I wanted to share a few lines from poet Diane Wakoski that do a wonderful job of explaining what poetry has always meant to me. And honestly, I can’t believe I’ve never read this before last night, but with the advent of Covid-19, I have found myself reading more poetry than I typically do (more of everything actually), so I pulled out an old anthology of poems published in 1968 (the year before I started college) and looked through it to see what I could remember from those days. Wakoski was certainly one of my favorites from that time, and I enjoyed reading the poems of hers that had been selected for the anthology.
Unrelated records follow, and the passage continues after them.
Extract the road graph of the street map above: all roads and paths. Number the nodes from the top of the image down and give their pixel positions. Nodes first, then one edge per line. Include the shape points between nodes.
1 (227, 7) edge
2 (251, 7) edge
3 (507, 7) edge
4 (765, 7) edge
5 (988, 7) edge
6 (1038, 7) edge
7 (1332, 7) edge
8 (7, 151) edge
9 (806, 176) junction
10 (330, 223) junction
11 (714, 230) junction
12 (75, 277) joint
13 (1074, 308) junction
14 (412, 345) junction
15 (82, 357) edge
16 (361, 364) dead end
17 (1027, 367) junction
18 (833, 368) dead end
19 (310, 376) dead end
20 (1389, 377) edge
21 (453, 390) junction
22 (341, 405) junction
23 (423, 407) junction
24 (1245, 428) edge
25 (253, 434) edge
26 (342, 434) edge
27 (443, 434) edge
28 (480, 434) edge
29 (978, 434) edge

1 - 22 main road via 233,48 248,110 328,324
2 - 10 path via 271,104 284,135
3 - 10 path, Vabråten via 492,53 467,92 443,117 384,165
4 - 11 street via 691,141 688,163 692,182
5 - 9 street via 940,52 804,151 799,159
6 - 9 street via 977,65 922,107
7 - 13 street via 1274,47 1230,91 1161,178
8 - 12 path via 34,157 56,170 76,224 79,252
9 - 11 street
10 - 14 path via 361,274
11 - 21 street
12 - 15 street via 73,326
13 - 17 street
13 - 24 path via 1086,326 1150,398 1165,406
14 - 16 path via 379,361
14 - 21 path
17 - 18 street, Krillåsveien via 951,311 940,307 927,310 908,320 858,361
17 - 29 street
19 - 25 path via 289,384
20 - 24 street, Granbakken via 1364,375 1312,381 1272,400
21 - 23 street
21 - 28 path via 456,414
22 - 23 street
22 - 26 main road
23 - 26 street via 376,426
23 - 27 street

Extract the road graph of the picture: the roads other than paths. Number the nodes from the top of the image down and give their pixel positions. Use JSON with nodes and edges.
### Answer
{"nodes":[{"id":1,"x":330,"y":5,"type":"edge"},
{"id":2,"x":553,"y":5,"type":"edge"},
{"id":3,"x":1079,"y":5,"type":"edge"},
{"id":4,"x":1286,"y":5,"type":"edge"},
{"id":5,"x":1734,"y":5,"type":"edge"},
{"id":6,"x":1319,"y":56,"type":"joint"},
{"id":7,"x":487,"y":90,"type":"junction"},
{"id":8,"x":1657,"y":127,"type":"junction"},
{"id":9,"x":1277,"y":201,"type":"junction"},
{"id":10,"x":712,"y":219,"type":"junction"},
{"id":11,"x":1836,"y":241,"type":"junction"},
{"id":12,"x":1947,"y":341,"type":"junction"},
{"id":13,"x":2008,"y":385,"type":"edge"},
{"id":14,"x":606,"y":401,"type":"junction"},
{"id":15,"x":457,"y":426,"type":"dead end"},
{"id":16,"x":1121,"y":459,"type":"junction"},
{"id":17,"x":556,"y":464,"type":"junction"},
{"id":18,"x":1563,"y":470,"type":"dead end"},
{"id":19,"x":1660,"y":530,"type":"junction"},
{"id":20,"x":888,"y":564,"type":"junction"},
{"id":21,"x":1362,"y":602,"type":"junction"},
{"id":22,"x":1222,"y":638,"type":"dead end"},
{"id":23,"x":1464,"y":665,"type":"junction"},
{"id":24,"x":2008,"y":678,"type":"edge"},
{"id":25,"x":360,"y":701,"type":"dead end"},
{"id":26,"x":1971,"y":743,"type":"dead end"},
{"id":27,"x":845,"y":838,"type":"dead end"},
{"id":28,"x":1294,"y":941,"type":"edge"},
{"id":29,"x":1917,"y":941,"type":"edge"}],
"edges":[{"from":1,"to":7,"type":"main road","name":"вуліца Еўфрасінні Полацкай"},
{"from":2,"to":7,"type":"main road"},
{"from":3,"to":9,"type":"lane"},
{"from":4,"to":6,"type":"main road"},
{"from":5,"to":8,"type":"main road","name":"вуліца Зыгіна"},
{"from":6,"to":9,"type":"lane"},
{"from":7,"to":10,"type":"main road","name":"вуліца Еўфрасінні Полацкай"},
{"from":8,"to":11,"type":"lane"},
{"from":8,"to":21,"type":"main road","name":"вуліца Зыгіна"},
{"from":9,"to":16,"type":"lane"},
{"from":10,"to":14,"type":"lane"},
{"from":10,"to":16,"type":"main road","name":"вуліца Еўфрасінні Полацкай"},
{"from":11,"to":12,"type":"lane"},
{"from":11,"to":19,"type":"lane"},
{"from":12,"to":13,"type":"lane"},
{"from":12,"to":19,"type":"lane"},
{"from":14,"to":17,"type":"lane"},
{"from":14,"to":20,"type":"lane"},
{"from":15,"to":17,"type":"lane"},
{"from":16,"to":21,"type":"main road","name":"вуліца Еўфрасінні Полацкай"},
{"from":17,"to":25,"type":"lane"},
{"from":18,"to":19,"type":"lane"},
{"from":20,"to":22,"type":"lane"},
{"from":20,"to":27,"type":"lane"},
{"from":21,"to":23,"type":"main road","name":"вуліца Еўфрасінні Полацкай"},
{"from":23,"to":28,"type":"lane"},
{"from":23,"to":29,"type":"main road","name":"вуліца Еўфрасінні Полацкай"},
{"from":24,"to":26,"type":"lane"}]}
But at the end of her verse selections, I kept reading through her credits (which I never had done before), and the editor (Paul Carroll) had included this: “Of her poetics she has written in “Poet at the Carpenter’s Bench”:
the poet is a passionate man
who lives quietly
knowing very well what he wants. It is love,
some formation thereof, a small rock
that he can carve all his life,
perhaps a house he can build with his own hands,
or one he can live in and shape around his body, as a crab will
or a snail; he wants only one sense,
of love, of laying his eyes on the surface of the world
and seeing underneath, of love,
of all changes all different roads leading to the same thing
of love that never goes away
without coming back.
I can’t think of any other poet who has described so clearly what led me to poetry and has kept me writing it all these long years. I’m looking for a mystical connection here, so I’ve decided that it’s meaningful that this anthology was published in ’68, and I am now reading it at the age of 68.
In the end… it’s always about love. So cool.